Le développement de composants UI piloté par les spécifications : vers un hub de données
D'après l'analyse publiée par Nathan Curtis sur Substack, le développement de composants UI piloté par spécifications franchit en 2026 un cap structurel: les specs cessent d'être un simple livrable…

D'après l'analyse publiée par Nathan Curtis sur Substack, le développement de composants UI piloté par spécifications franchit en 2026 un cap structurel: les specs cessent d'être un simple livrable de handoff pour devenir un hub de données reliant Figma, les prototypes, les code factories et la documentation. Pour un design system opérationnel, ce déplacement du centre de gravité change la production de composants à la racine.

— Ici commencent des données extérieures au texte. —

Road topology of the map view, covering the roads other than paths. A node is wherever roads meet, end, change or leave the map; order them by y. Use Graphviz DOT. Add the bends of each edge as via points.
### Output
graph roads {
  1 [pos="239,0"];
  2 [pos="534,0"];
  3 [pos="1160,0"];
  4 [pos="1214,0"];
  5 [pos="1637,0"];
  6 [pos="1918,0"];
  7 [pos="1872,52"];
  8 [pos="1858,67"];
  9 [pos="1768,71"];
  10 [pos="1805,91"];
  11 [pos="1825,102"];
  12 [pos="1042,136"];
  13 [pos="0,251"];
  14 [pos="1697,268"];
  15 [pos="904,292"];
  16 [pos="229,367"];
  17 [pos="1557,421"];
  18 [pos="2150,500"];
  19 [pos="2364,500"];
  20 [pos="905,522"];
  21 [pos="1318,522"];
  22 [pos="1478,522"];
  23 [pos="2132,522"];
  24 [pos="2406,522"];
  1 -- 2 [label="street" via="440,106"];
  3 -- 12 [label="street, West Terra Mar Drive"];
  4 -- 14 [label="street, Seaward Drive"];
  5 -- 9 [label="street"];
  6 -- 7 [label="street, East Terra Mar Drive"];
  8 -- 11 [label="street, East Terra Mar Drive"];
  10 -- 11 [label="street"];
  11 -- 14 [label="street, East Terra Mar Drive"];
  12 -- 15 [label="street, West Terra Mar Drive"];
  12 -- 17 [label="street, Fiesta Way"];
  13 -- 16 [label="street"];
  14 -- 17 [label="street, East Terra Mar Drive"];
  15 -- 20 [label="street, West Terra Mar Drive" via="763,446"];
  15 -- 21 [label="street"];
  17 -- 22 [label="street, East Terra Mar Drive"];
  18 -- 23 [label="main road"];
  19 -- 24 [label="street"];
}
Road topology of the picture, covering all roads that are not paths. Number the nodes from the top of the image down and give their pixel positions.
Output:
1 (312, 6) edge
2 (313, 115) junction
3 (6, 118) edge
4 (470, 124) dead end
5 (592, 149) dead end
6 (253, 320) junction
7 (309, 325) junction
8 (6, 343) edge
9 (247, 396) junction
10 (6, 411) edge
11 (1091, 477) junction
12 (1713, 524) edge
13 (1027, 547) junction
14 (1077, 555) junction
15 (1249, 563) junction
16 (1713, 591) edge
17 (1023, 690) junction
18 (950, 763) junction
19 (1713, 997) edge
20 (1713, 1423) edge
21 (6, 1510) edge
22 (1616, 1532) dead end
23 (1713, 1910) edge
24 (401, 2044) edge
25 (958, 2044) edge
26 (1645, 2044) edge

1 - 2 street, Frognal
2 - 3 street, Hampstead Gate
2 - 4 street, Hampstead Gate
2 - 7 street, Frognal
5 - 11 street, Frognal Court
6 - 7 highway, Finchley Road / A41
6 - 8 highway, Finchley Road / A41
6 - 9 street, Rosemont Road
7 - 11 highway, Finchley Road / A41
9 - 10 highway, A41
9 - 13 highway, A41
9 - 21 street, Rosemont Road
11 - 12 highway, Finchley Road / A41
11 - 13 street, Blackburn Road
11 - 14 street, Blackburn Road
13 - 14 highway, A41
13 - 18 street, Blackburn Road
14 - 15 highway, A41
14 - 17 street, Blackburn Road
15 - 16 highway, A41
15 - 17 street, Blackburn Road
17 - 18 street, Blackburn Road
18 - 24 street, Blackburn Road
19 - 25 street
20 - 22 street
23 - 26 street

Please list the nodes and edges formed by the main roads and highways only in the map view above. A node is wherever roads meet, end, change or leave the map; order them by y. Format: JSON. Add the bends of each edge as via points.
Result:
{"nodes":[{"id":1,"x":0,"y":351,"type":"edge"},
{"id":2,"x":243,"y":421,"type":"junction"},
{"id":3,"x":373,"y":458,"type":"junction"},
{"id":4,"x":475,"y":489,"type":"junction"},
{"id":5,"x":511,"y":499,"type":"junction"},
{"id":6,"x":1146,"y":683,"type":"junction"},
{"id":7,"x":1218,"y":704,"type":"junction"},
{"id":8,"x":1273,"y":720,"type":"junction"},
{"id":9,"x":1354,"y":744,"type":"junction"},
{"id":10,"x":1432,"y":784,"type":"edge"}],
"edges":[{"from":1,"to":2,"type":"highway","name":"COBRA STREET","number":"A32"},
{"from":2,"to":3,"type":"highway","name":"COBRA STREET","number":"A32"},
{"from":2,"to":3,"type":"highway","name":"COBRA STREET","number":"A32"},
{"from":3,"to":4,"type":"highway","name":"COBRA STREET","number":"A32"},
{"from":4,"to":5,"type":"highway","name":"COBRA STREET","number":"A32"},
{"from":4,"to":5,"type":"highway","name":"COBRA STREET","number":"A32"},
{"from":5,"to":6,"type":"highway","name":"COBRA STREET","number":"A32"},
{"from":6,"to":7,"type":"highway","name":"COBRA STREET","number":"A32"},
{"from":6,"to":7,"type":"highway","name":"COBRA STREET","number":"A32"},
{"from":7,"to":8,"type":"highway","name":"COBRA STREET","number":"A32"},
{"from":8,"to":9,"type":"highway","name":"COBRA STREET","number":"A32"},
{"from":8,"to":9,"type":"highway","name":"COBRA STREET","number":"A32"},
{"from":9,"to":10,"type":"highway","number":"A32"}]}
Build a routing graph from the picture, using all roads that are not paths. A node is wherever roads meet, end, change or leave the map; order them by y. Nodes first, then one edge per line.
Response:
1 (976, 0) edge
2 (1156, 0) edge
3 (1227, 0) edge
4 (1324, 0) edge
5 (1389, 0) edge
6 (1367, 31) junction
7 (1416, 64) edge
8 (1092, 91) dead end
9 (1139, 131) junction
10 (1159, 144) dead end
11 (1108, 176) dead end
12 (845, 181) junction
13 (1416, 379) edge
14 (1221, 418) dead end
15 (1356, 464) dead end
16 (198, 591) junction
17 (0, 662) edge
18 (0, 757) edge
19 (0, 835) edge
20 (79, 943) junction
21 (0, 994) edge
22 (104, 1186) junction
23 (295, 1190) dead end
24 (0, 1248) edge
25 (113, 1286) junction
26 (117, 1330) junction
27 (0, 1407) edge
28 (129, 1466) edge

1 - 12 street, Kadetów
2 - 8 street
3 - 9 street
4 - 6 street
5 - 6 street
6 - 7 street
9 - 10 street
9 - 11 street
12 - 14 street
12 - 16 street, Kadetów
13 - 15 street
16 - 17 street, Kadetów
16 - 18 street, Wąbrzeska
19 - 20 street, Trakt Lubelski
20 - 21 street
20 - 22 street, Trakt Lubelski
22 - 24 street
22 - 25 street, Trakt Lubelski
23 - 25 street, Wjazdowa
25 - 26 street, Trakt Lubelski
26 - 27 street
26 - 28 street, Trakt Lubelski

Le pivot des specs: de la sortie au hub
Curtis rappelle le point de départ historique: le plugin Specs orchestrait une transformation déterministe sur le canvas Figma, produisant un document de spécifications composant par composant. Ce que l'émergence des agents en 2024 et 2025 a changé, c'est la valeur de la donnée émise. Un schéma structuré et prévisible devient lisible — et exploitable — par des outils automatisés.
Conséquence directe: la génération des specs se dédouble. API Plugin et API Rest exposent désormais la même structure par composant, ou pour une bibliothèque entière. Cette duplication n'est pas cosmétique. Elle transforme les specs en hub d'expressions de design intent, une surface normalisée, versionnée et synchronisée entre plusieurs sources-of-truth.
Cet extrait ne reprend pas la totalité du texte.